*EXERCISE GOAL*: Set out the records again, keeping every word as it is.

*Saved data entries*:
==================================================

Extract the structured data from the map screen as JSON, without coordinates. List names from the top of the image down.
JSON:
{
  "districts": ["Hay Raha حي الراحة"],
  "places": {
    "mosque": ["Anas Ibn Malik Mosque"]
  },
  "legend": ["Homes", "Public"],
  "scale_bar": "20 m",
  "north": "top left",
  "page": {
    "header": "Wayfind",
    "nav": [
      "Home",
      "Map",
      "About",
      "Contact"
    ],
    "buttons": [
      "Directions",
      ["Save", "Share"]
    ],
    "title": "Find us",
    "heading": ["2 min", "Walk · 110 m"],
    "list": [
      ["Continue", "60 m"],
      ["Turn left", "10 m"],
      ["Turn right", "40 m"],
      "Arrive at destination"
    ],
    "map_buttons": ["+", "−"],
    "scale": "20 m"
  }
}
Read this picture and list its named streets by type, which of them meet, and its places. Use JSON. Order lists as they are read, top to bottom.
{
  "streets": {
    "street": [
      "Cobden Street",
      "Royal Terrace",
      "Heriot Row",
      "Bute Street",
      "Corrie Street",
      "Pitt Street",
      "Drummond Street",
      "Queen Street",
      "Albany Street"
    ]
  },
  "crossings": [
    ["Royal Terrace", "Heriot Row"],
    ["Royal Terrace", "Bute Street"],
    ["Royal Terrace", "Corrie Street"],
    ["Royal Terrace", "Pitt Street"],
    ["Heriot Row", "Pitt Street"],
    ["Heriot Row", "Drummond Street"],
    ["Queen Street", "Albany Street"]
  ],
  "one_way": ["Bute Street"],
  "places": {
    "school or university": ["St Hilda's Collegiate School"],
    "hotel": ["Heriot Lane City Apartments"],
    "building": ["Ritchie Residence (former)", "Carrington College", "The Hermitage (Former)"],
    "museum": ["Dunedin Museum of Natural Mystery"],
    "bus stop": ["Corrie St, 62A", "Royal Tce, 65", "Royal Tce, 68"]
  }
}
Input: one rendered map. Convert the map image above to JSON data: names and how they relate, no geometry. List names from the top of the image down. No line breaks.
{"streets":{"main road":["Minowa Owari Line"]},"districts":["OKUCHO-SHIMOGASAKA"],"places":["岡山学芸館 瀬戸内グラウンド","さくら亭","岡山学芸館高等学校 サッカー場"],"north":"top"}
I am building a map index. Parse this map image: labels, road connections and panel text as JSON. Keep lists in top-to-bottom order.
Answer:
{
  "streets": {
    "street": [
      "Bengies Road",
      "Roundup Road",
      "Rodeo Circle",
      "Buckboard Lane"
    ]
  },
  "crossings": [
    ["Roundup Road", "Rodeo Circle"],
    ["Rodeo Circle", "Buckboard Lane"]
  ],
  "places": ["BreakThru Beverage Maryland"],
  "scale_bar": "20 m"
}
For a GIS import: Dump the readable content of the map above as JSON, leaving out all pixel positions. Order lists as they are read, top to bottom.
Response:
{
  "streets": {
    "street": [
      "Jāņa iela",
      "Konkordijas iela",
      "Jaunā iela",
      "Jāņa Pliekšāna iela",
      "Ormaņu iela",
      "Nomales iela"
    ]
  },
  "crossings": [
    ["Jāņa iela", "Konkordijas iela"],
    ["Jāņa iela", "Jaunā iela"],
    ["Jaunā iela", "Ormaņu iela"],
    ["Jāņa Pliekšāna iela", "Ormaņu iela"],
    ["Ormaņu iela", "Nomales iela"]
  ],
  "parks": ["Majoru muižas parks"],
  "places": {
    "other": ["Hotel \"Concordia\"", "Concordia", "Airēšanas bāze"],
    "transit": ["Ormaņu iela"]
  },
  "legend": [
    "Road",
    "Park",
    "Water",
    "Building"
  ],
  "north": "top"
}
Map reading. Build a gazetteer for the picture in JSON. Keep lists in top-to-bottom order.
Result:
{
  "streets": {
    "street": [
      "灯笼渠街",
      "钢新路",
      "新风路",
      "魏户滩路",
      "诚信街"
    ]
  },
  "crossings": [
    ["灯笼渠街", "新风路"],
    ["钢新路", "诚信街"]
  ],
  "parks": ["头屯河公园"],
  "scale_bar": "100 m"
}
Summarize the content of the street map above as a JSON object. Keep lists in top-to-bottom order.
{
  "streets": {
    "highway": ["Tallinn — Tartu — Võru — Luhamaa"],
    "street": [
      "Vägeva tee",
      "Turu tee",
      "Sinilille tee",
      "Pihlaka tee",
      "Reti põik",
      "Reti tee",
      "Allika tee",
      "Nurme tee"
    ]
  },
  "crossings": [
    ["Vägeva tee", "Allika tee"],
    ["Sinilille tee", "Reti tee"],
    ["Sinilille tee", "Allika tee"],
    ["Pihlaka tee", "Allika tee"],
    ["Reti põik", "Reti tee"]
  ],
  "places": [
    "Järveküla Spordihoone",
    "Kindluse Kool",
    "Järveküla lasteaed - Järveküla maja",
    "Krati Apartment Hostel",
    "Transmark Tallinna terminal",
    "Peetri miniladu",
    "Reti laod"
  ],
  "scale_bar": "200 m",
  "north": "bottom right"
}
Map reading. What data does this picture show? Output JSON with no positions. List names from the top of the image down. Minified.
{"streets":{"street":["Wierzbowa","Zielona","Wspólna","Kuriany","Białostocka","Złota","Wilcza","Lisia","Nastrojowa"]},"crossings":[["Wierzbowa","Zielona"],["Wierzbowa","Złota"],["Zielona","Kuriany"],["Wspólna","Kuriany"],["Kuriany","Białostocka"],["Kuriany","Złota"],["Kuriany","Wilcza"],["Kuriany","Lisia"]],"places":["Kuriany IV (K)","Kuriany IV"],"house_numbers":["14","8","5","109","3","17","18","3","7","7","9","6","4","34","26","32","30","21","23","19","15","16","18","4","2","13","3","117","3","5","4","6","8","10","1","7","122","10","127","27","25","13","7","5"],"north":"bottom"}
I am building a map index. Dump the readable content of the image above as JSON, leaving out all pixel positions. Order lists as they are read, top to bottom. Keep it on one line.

==================================================

*REPLY*:
Extract the structured data from the map screen as JSON, without coordinates. List names from the top of the image down.
JSON:
{
  "districts": ["Hay Raha حي الراحة"],
  "places": {
    "mosque": ["Anas Ibn Malik Mosque"]
  },
  "legend": ["Homes", "Public"],
  "scale_bar": "20 m",
  "north": "top left",
  "page": {
    "header": "Wayfind",
    "nav": [
      "Home",
      "Map",
      "About",
      "Contact"
    ],
    "buttons": [
      "Directions",
      ["Save", "Share"]
    ],
    "title": "Find us",
    "heading": ["2 min", "Walk · 110 m"],
    "list": [
      ["Continue", "60 m"],
      ["Turn left", "10 m"],
      ["Turn right", "40 m"],
      "Arrive at destination"
    ],
    "map_buttons": ["+", "−"],
    "scale": "20 m"
  }
}
Read this picture and list its named streets by type, which of them meet, and its places. Use JSON. Order lists as they are read, top to bottom.
{
  "streets": {
    "street": [
      "Cobden Street",
      "Royal Terrace",
      "Heriot Row",
      "Bute Street",
      "Corrie Street",
      "Pitt Street",
      "Drummond Street",
      "Queen Street",
      "Albany Street"
    ]
  },
  "crossings": [
    ["Royal Terrace", "Heriot Row"],
    ["Royal Terrace", "Bute Street"],
    ["Royal Terrace", "Corrie Street"],
    ["Royal Terrace", "Pitt Street"],
    ["Heriot Row", "Pitt Street"],
    ["Heriot Row", "Drummond Street"],
    ["Queen Street", "Albany Street"]
  ],
  "one_way": ["Bute Street"],
  "places": {
    "school or university": ["St Hilda's Collegiate School"],
    "hotel": ["Heriot Lane City Apartments"],
    "building": ["Ritchie Residence (former)", "Carrington College", "The Hermitage (Former)"],
    "museum": ["Dunedin Museum of Natural Mystery"],
    "bus stop": ["Corrie St, 62A", "Royal Tce, 65", "Royal Tce, 68"]
  }
}
Input: one rendered map. Convert the map image above to JSON data: names and how they relate, no geometry. List names from the top of the image down. No line breaks.
{"streets":{"main road":["Minowa Owari Line"]},"districts":["OKUCHO-SHIMOGASAKA"],"places":["岡山学芸館 瀬戸内グラウンド","さくら亭","岡山学芸館高等学校 サッカー場"],"north":"top"}
I am building a map index. Parse this map image: labels, road connections and panel text as JSON. Keep lists in top-to-bottom order.
Answer:
{
  "streets": {
    "street": [
      "Bengies Road",
      "Roundup Road",
      "Rodeo Circle",
      "Buckboard Lane"
    ]
  },
  "crossings": [
    ["Roundup Road", "Rodeo Circle"],
    ["Rodeo Circle", "Buckboard Lane"]
  ],
  "places": ["BreakThru Beverage Maryland"],
  "scale_bar": "20 m"
}
For a GIS import: Dump the readable content of the map above as JSON, leaving out all pixel positions. Order lists as they are read, top to bottom.
Response:
{
  "streets": {
    "street": [
      "Jāņa iela",
      "Konkordijas iela",
      "Jaunā iela",
      "Jāņa Pliekšāna iela",
      "Ormaņu iela",
      "Nomales iela"
    ]
  },
  "crossings": [
    ["Jāņa iela", "Konkordijas iela"],
    ["Jāņa iela", "Jaunā iela"],
    ["Jaunā iela", "Ormaņu iela"],
    ["Jāņa Pliekšāna iela", "Ormaņu iela"],
    ["Ormaņu iela", "Nomales iela"]
  ],
  "parks": ["Majoru muižas parks"],
  "places": {
    "other": ["Hotel \"Concordia\"", "Concordia", "Airēšanas bāze"],
    "transit": ["Ormaņu iela"]
  },
  "legend": [
    "Road",
    "Park",
    "Water",
    "Building"
  ],
  "north": "top"
}
Map reading. Build a gazetteer for the picture in JSON. Keep lists in top-to-bottom order.
Result:
{
  "streets": {
    "street": [
      "灯笼渠街",
      "钢新路",
      "新风路",
      "魏户滩路",
      "诚信街"
    ]
  },
  "crossings": [
    ["灯笼渠街", "新风路"],
    ["钢新路", "诚信街"]
  ],
  "parks": ["头屯河公园"],
  "scale_bar": "100 m"
}
Summarize the content of the street map above as a JSON object. Keep lists in top-to-bottom order.
{
  "streets": {
    "highway": ["Tallinn — Tartu — Võru — Luhamaa"],
    "street": [
      "Vägeva tee",
      "Turu tee",
      "Sinilille tee",
      "Pihlaka tee",
      "Reti põik",
      "Reti tee",
      "Allika tee",
      "Nurme tee"
    ]
  },
  "crossings": [
    ["Vägeva tee", "Allika tee"],
    ["Sinilille tee", "Reti tee"],
    ["Sinilille tee", "Allika tee"],
    ["Pihlaka tee", "Allika tee"],
    ["Reti põik", "Reti tee"]
  ],
  "places": [
    "Järveküla Spordihoone",
    "Kindluse Kool",
    "Järveküla lasteaed - Järveküla maja",
    "Krati Apartment Hostel",
    "Transmark Tallinna terminal",
    "Peetri miniladu",
    "Reti laod"
  ],
  "scale_bar": "200 m",
  "north": "bottom right"
}
Map reading. What data does this picture show? Output JSON with no positions. List names from the top of the image down. Minified.
{"streets":{"street":["Wierzbowa","Zielona","Wspólna","Kuriany","Białostocka","Złota","Wilcza","Lisia","Nastrojowa"]},"crossings":[["Wierzbowa","Zielona"],["Wierzbowa","Złota"],["Zielona","Kuriany"],["Wspólna","Kuriany"],["Kuriany","Białostocka"],["Kuriany","Złota"],["Kuriany","Wilcza"],["Kuriany","Lisia"]],"places":["Kuriany IV (K)","Kuriany IV"],"house_numbers":["14","8","5","109","3","17","18","3","7","7","9","6","4","34","26","32","30","21","23","19","15","16","18","4","2","13","3","117","3","5","4","6","8","10","1","7","122","10","127","27","25","13","7","5"],"north":"bottom"}
I am building a map index. Dump the readable content of the image above as JSON, leaving out all pixel positions. Order lists as they are read, top to bottom. Keep it on one line.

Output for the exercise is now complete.